**Stored dataset items**
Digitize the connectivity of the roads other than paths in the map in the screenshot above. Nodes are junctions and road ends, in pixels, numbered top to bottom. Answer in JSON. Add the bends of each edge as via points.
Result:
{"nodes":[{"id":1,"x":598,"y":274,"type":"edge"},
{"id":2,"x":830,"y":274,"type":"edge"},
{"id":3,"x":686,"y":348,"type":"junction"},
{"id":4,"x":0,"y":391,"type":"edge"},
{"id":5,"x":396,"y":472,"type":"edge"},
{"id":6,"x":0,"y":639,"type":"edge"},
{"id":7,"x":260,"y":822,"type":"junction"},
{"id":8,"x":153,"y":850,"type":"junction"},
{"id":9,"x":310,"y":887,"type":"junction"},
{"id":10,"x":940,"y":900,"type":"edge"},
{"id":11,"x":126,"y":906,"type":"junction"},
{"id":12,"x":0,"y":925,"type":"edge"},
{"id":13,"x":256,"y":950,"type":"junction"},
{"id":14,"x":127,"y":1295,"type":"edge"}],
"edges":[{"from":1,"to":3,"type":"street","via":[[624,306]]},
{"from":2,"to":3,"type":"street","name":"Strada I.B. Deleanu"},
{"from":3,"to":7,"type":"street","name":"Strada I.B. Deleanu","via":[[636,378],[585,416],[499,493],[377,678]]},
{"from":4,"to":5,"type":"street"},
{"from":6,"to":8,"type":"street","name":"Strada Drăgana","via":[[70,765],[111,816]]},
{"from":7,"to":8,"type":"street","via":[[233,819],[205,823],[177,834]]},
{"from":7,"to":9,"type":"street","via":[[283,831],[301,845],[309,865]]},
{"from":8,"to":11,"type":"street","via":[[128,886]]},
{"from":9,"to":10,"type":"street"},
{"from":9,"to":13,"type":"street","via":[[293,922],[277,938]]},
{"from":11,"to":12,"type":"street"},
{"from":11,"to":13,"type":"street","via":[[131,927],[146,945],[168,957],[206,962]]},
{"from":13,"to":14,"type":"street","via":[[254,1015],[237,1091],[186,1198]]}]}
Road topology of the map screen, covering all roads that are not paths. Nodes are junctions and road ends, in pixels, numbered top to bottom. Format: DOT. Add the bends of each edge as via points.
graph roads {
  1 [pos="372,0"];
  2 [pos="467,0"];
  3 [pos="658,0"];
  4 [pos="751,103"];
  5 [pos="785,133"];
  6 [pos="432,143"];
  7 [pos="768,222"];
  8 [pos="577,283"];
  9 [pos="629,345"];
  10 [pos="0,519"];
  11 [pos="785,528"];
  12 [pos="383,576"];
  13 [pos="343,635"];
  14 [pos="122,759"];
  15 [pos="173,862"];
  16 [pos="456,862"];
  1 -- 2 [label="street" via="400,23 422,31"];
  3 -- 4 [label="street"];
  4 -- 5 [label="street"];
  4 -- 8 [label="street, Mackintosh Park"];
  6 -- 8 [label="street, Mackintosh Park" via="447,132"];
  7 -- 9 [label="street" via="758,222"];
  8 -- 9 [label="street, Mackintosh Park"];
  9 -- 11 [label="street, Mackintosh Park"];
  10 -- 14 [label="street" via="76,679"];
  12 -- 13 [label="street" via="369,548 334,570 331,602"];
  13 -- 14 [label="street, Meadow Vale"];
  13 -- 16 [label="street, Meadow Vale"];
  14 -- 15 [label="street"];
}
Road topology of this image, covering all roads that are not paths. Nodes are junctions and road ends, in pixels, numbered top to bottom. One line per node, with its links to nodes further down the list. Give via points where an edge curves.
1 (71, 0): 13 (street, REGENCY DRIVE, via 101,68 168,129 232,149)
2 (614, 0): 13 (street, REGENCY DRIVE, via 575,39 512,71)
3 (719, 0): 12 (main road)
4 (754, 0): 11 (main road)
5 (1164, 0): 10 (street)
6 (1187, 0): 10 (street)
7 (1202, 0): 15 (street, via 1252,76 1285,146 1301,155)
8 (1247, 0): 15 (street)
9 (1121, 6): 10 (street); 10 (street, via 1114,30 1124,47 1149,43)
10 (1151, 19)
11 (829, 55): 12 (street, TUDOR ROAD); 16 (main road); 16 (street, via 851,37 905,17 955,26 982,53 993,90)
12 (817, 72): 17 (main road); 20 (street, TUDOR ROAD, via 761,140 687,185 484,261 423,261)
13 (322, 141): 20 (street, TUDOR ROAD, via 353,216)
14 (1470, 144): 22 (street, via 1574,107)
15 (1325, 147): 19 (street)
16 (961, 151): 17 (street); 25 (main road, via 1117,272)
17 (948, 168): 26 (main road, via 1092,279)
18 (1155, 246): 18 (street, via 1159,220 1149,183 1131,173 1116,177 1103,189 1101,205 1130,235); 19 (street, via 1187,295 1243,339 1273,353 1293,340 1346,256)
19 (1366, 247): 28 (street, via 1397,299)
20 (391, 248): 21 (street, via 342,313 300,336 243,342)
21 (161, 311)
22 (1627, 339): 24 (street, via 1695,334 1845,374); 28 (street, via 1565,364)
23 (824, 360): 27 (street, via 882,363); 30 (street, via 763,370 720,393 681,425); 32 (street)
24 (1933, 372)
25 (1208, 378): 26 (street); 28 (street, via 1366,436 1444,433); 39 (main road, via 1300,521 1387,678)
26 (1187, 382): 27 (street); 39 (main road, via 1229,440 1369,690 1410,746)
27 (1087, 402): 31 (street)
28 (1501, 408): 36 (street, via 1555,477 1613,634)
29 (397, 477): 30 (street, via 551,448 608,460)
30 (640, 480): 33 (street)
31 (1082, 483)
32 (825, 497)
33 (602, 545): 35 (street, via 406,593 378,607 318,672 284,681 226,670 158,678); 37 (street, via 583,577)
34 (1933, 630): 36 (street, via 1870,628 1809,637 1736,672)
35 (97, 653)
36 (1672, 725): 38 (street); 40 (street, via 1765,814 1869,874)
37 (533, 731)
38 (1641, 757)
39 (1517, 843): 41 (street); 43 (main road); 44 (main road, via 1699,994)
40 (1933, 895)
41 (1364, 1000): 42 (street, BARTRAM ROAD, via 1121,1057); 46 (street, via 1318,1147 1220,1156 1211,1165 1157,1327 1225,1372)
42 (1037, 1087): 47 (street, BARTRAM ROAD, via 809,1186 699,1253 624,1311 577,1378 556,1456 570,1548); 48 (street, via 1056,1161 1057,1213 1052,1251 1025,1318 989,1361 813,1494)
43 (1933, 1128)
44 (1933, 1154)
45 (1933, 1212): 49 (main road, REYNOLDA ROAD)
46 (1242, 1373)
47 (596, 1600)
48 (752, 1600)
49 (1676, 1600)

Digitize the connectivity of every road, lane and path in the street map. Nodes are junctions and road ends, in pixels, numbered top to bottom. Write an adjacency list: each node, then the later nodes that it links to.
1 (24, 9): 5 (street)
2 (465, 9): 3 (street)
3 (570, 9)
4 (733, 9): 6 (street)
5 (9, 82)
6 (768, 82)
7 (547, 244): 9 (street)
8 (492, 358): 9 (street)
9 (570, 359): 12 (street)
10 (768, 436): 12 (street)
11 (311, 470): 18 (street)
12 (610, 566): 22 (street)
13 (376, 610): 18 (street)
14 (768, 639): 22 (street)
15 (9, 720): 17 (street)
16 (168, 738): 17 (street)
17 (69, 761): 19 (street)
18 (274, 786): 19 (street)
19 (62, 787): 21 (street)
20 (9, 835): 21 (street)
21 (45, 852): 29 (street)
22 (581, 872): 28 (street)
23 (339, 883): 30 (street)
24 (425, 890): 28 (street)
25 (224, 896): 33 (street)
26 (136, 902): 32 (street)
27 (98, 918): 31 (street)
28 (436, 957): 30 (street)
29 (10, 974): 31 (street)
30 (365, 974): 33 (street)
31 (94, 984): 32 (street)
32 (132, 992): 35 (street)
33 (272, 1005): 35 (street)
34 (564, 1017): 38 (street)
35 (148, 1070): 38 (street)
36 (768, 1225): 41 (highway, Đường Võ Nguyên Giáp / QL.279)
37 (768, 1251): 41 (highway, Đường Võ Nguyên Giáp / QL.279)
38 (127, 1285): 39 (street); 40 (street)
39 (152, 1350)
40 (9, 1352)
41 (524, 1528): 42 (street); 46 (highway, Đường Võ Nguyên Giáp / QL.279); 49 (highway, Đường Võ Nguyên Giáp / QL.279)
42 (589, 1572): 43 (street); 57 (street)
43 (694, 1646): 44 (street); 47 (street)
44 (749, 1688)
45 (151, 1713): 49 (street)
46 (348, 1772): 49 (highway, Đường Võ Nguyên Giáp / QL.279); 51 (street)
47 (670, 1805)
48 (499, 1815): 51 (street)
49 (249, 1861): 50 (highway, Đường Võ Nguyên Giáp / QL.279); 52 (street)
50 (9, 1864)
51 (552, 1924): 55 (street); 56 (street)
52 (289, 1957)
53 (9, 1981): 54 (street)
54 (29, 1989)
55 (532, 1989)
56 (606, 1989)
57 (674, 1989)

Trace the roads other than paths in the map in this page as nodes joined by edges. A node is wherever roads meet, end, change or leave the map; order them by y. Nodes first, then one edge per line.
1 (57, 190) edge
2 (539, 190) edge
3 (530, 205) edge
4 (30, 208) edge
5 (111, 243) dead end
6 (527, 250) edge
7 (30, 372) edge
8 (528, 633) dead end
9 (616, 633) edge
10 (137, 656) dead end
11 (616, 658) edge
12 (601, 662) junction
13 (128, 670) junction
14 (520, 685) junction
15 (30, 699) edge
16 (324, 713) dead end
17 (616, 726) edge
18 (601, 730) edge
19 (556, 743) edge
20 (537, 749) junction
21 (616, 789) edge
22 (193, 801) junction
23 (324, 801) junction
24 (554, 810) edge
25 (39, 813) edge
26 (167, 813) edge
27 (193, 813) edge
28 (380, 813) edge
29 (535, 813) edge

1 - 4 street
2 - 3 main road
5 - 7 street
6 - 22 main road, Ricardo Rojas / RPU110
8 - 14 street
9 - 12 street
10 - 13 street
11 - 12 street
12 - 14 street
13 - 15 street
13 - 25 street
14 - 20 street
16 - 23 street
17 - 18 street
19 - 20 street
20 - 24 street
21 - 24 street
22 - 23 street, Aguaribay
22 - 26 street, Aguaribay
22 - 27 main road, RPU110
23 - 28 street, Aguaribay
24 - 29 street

**Task prompt**
What is the number of lines above that contain "Giáp"? Answer with that number only.

**Written response**
5